Angiotensin blockade with eprosartan: vascular and functional implications.

It is clear that the renin-angiotensin system (RAS) and the sympathetic nervous system (SNS) play key roles in sustaining elevated blood pressure, subsequently resulting in increased risks of cardiovascular (CV), cerebrovascular and kidney disease. Modifying these systems with antihypertensive agents has led to the discovery that their effects may indeed extend beyond controlling blood pressure. Within blood vessels, angiotensin II type 1 receptor blockers (ARBs) inhibit postsynaptic angiotensin II type 1 receptors (AT1). The ARB eprosartan, in contrast to other ARBs, also inhibits prejunctional AT1 receptors, which regulate noradrenaline release.

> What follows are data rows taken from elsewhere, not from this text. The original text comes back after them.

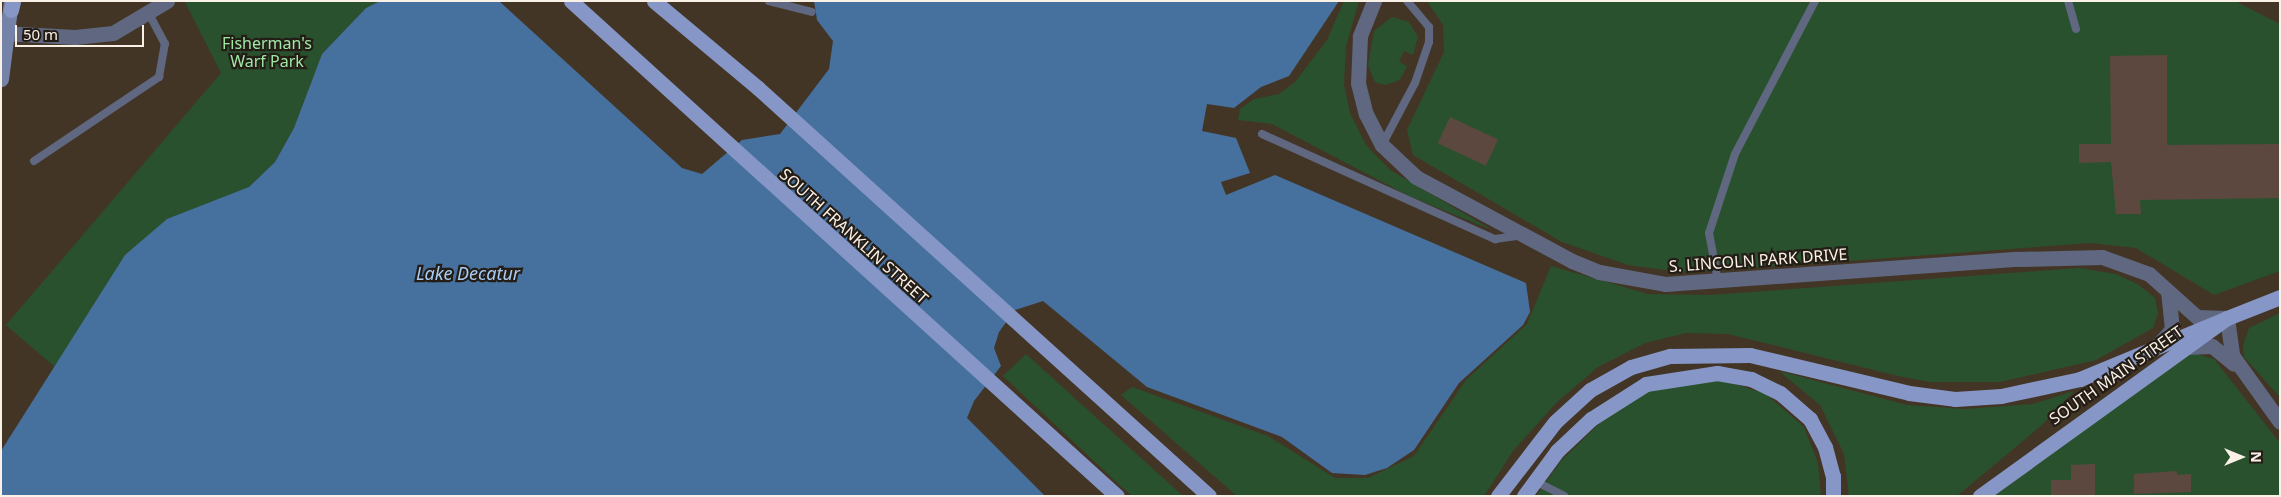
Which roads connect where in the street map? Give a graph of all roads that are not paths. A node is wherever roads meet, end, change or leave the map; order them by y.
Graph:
1 (167, 1) edge
2 (571, 1) edge
3 (654, 1) edge
4 (769, 1) edge
5 (1374, 1) edge
6 (1407, 1) edge
7 (1815, 1) edge
8 (2068, 1) edge
9 (12, 4) edge
10 (812, 12) dead end
11 (149, 14) junction
12 (2076, 30) dead end
13 (6, 34) edge
14 (1, 79) edge
15 (1262, 134) dead end
16 (1382, 144) junction
17 (34, 161) dead end
18 (1522, 235) junction
19 (1718, 281) junction
20 (2166, 288) junction
21 (2280, 297) edge
22 (2227, 318) junction
23 (2186, 347) junction
24 (2155, 348) junction
25 (2240, 370) junction
26 (2280, 422) edge
27 (1533, 480) junction
28 (1117, 496) edge
29 (1209, 496) edge
30 (1498, 496) edge
31 (1524, 496) edge
32 (1564, 496) edge
33 (1833, 496) edge
34 (1980, 496) edge

1 - 11 street
2 - 28 main road, SOUTH FRANKLIN STREET
3 - 29 main road
4 - 10 lane
5 - 16 street, S. LINCOLN PARK DRIVE
6 - 16 lane
7 - 19 lane
8 - 12 lane
9 - 13 street
11 - 13 street
11 - 17 lane
13 - 14 street
15 - 18 lane
16 - 18 street, S. LINCOLN PARK DRIVE
18 - 19 street, S. LINCOLN PARK DRIVE
19 - 20 street, S. LINCOLN PARK DRIVE
20 - 22 street, S. LINCOLN PARK DRIVE
20 - 24 street
21 - 22 main road, SOUTH MAIN STREET
22 - 23 main road, SOUTH MAIN STREET
22 - 24 main road
22 - 25 street
23 - 25 street
23 - 34 main road, SOUTH MAIN STREET
24 - 30 main road
25 - 26 street
27 - 31 main road
27 - 32 lane
27 - 33 main road

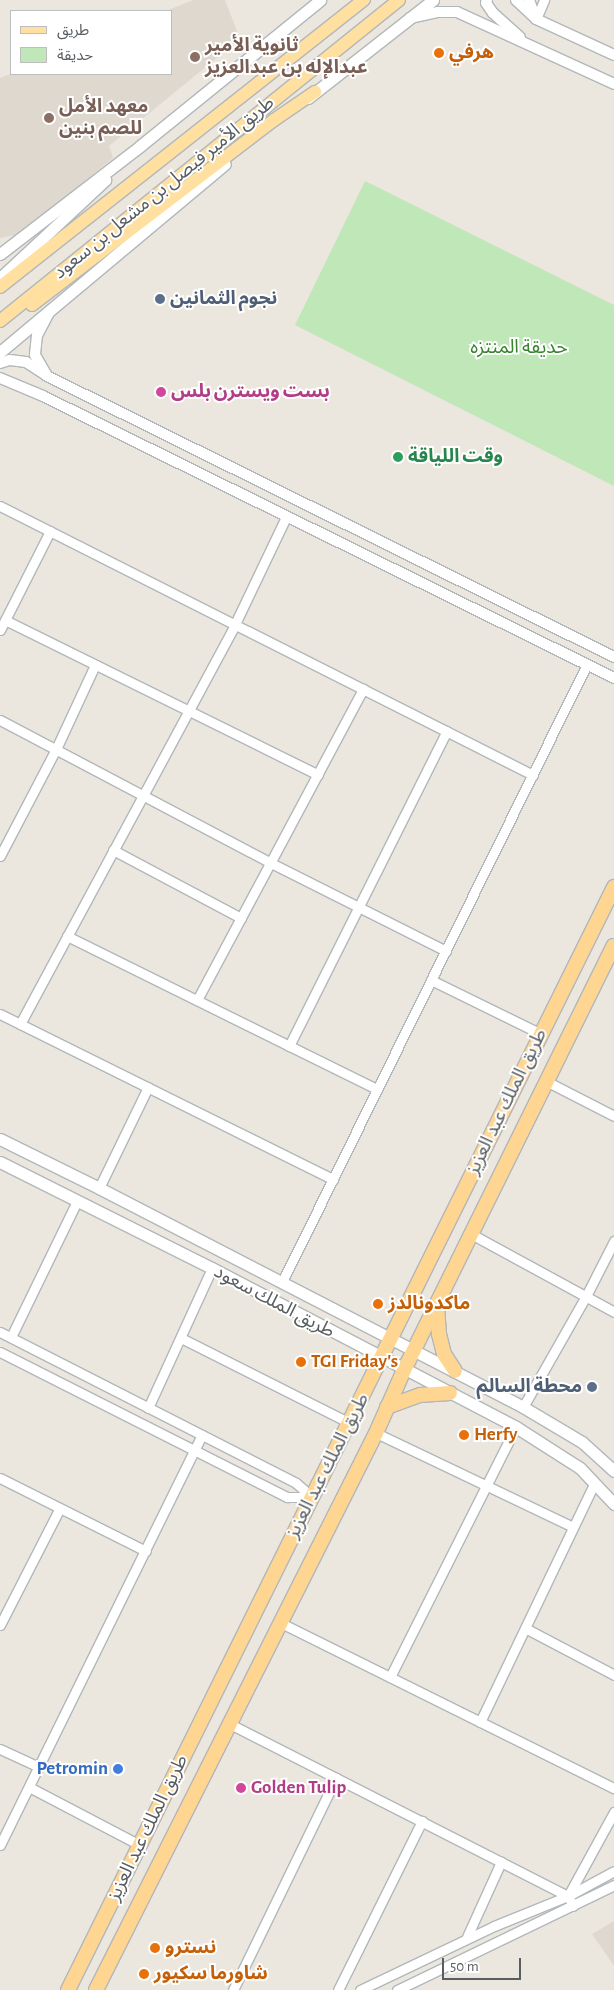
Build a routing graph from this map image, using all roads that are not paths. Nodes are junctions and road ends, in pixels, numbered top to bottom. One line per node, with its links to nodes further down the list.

The positive effects of eprosartan on blood pressure have been studied extensively, and are due to modulation of both the RAS and the SNS (through stimulation of the angiotensin II type 2 [AT2] receptor). Of importance to isolated systolic hypertension, trough sitting systolic blood pressure (SBP) is also significantly reduced with eprosartan. In addition, many studies have shown how the benefits of eprosartan go beyond that of blood pressure control alone. Eprosartan has shown positive effects on vascular inflammation and resistance to oxidation and/or modification of low-density lipoprotein. A wealth of other positive actions are associated with eprosartan treatment, including effects on platelet aggregation, kidney function and structure, progressive left ventricular dysfunction and central SBP. Clinical studies have clearly demonstrated the benefits of RAS blockade alongside the additional effects beyond blood pressure control with eprosartan treatment. These data place eprosartan as an effective agent to prevent CV, cerebrovascular and renal complications associated with high blood pressure.